Monday, April 27, 2009

Monday's Starting Five

1. The New York Jets. As a Jets fan, I'm not sure how I feel about Mark Sanchez, the USC QB that the Jets traded up to select on Day 1 of the 2009 NFL draft. The kid started just 16 games at USC. He did throw a heckuva lot of touchdowns in those games. But, that's not a lot to go on. He's charismatic. He seems smart. He says the right things. He's good looking. He seemed to be the face of this year's draft more than No. 1 pick Matthew Stafford, who strikes me as a plenty of arm/plenty of room-for-rent between the ears sort of guy. Of course, SI's Norm Chad thinks that Sanchez is the thick-skulled QB of this year's draft. On the other hand, Mike Lombardi of The National Football Post thinks that Sanchez is the cat's pajamas if they were tailored to fit on the bee's knees.. So, who knows? Well, aside from Mel Kiper's barber. But, he'll never tell. Like I said, I don't know how I feel about Sanchez. Or the fact that the Jets are thin at a lot of positions after only drafting three players this weekend. Still, I dig the Sanchez move for the moment. If only because it shows that the Rex Ryan Era will be marked by definitive action. For a franchise that has always seemed reactionary and to be playing catch-up with trends and opponents, it was nice to seem them proactively go after what they wanted. Even if everyone wasn't totally psyched.


2. Hedo Turkoglu. With the score tied and 14 seconds remaining in Game 4 between the Philadelphia 76ers and the Orlando Magic, TNT broadcaster P.J. Carlisimo thought that it would be Dwight Howard's ball since he is the "best" player on the Magic. The camera man knew better, focusing on the Turkish forward as the Magic emerged from a timeout with the score tied, 81-81. The camera man knew that it was Turkoglu's ball whenever the game was on the line. I knew. Seriously, I did actually tell two people that the play would be for Hedo and that he would hit the shot if he got the chance. One of the two people was impressed when this actually happened. The other less so.

3. Yao Ming. The Rockets are his team right now. And, they are one win away from reaching the second round of the NBA playoffs. In other words, Yao is poised to boldly step where injured teammate Tracy McGrady hath never stepped before. Much will be made of this in Houston if the club can close out the youthful Blazers this week. Last night, the Rockets assumed control of the series behind a dominant performance from Yao Ming the Merciless. He scored 21 points to go along with 12 boards. Thus far in the postseason, he is shooting 58% from the field and 95% from the line. He's not playing with the ferocity of an early 2000s Shaq, but he is consistent and relentless. The Blazers have no answer for him. Does Andrew Bynum?

4. The Chicago Bulls. Once (like just a few weeks ago) mired in mediocrity alongside the Bucks, Knicks, Nets and Bobcats, the Bulls have blossomed along with the flowers this spring. Led by precocious rookie point guard Derrick Rose and the indomitable Ben Gordon, the Windy City's representative's in the NBA's postseason tournament have shined thus far and find themselves even with the defending champs after four games. Gordon has been marking Celtics defenders with his excellence like a tiger staking claim to a new tract of the jungle. He hit a late three-pointer to force a second overtime in last night's Game 4 and then opened up the scoring in the second extra session to pull the Bulls even in the series.

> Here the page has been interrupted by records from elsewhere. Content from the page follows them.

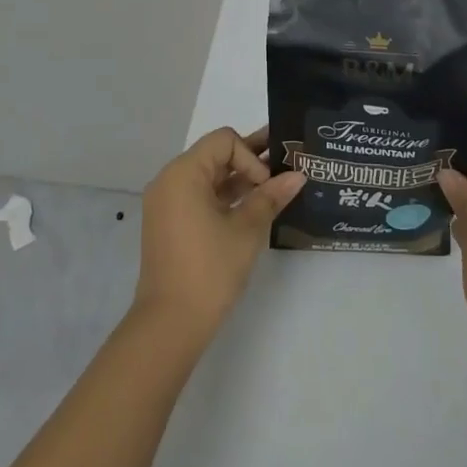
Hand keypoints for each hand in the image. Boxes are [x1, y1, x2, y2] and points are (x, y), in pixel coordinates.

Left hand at [133, 127, 304, 343]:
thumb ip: (271, 197)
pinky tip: (252, 208)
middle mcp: (170, 180)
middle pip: (216, 155)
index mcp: (183, 173)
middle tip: (285, 165)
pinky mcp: (170, 223)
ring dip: (240, 180)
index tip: (266, 186)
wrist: (170, 325)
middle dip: (250, 161)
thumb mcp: (246, 230)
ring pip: (209, 177)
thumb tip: (299, 175)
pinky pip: (200, 196)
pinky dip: (225, 198)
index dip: (251, 156)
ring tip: (275, 187)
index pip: (224, 141)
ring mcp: (167, 203)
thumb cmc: (209, 270)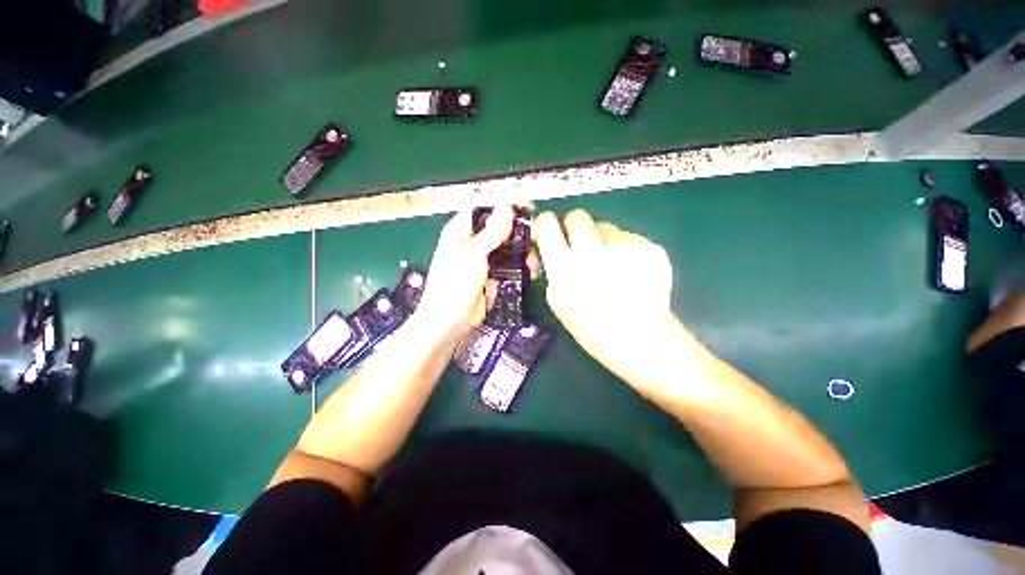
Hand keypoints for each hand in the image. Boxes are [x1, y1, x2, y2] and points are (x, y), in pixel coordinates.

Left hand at [412, 205, 536, 345]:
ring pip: (508, 247)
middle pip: (500, 228)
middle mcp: (472, 242)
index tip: (527, 207)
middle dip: (519, 231)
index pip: (485, 209)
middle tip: (537, 236)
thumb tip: (507, 205)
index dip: (505, 205)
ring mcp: (483, 260)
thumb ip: (492, 231)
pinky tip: (531, 271)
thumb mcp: (473, 254)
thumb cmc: (455, 284)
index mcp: (461, 231)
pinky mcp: (492, 275)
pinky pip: (510, 265)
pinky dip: (521, 266)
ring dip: (523, 251)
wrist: (450, 322)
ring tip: (533, 260)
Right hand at [534, 209, 683, 392]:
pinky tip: (631, 272)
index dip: (547, 224)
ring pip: (606, 227)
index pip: (548, 222)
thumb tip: (549, 248)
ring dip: (603, 241)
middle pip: (577, 216)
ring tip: (611, 266)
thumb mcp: (558, 302)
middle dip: (575, 228)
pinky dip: (626, 250)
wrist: (641, 339)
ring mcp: (624, 245)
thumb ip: (552, 270)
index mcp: (565, 265)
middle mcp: (592, 249)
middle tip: (581, 247)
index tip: (550, 232)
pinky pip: (629, 238)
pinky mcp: (649, 247)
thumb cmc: (592, 327)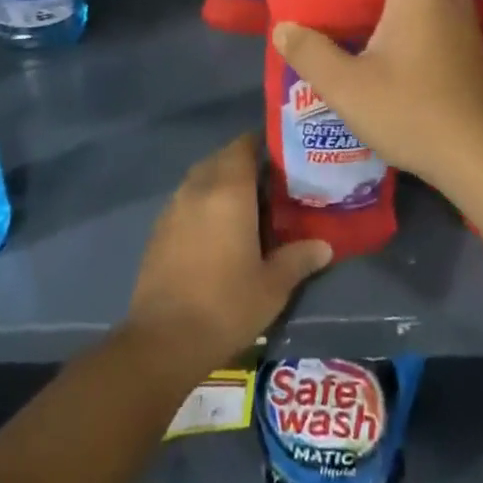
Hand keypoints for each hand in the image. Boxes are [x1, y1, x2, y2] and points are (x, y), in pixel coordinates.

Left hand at [124, 133, 330, 371]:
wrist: (164, 338)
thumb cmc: (226, 305)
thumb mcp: (273, 286)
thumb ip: (298, 259)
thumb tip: (324, 245)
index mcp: (229, 191)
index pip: (243, 147)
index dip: (259, 143)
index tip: (278, 153)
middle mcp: (198, 188)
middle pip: (220, 158)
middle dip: (241, 161)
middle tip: (267, 181)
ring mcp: (174, 206)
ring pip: (200, 177)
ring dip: (219, 180)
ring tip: (242, 203)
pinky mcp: (158, 228)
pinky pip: (184, 199)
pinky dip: (201, 201)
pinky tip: (214, 229)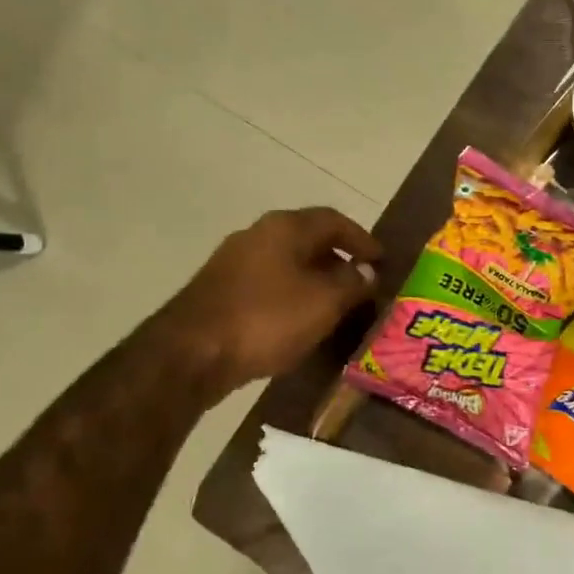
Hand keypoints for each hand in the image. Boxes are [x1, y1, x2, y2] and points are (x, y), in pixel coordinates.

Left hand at [161, 207, 382, 398]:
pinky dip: (292, 295)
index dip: (362, 238)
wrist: (191, 353)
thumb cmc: (267, 319)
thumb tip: (367, 273)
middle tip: (362, 282)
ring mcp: (234, 262)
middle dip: (338, 259)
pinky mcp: (220, 291)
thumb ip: (352, 284)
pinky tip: (301, 320)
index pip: (333, 220)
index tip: (382, 259)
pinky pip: (269, 284)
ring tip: (337, 304)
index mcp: (285, 227)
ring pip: (287, 263)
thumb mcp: (323, 302)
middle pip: (308, 239)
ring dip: (315, 279)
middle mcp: (257, 235)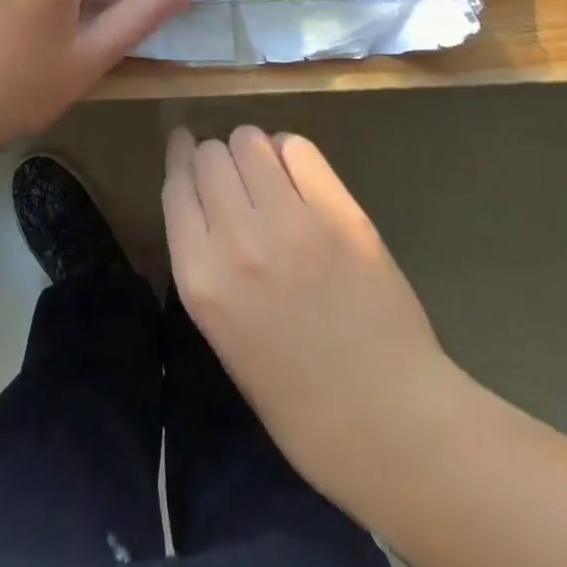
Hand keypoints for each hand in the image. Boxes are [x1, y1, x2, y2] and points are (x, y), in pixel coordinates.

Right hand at [163, 126, 465, 523]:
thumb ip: (208, 264)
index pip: (176, 187)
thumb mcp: (224, 334)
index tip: (183, 142)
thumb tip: (209, 206)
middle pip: (210, 156)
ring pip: (249, 141)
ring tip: (268, 174)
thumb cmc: (299, 401)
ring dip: (252, 150)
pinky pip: (297, 148)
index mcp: (200, 279)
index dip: (179, 157)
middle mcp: (235, 240)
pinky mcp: (337, 212)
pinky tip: (299, 175)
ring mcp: (289, 222)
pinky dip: (290, 153)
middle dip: (217, 158)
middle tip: (237, 177)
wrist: (390, 425)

5. Washington Capitols. Not too long ago, the Caps trailed the New York Rangers, 1-3, in the best-of-seven first round playoff series. Now, they're even at 3 games apiece and have home ice for the winner-take-all Game 7. They've gone from choke-artist to momentum-having favorite in the span of week.

Sixth Man. Swine Flu (occasionally mistaken for Pirate Flu). I think that this is how we all die. After everyone freaked out about SARS and Bird Flu and West Nile Virus and whatever else sounded exotic and lethal, it's going to be the pigs that gets us. And don't forget that this is going to get really interesting as soon as the MTA starts shuttling this stuff contagion around New York City like the conveyor belt at sushi restaurant and some sandwich-board-carrier makes the connection between pigs and all those biblical prohibitions of pork.

Monday Mudita





The Rumors of WWOD's Death Have Been Greatly Exaggerated

Starting today, all trains are being placed back on appropriate rails. All sporting events will be noted. And all sporting personalities will be duly mocked and lauded when appropriate. I'm back baby.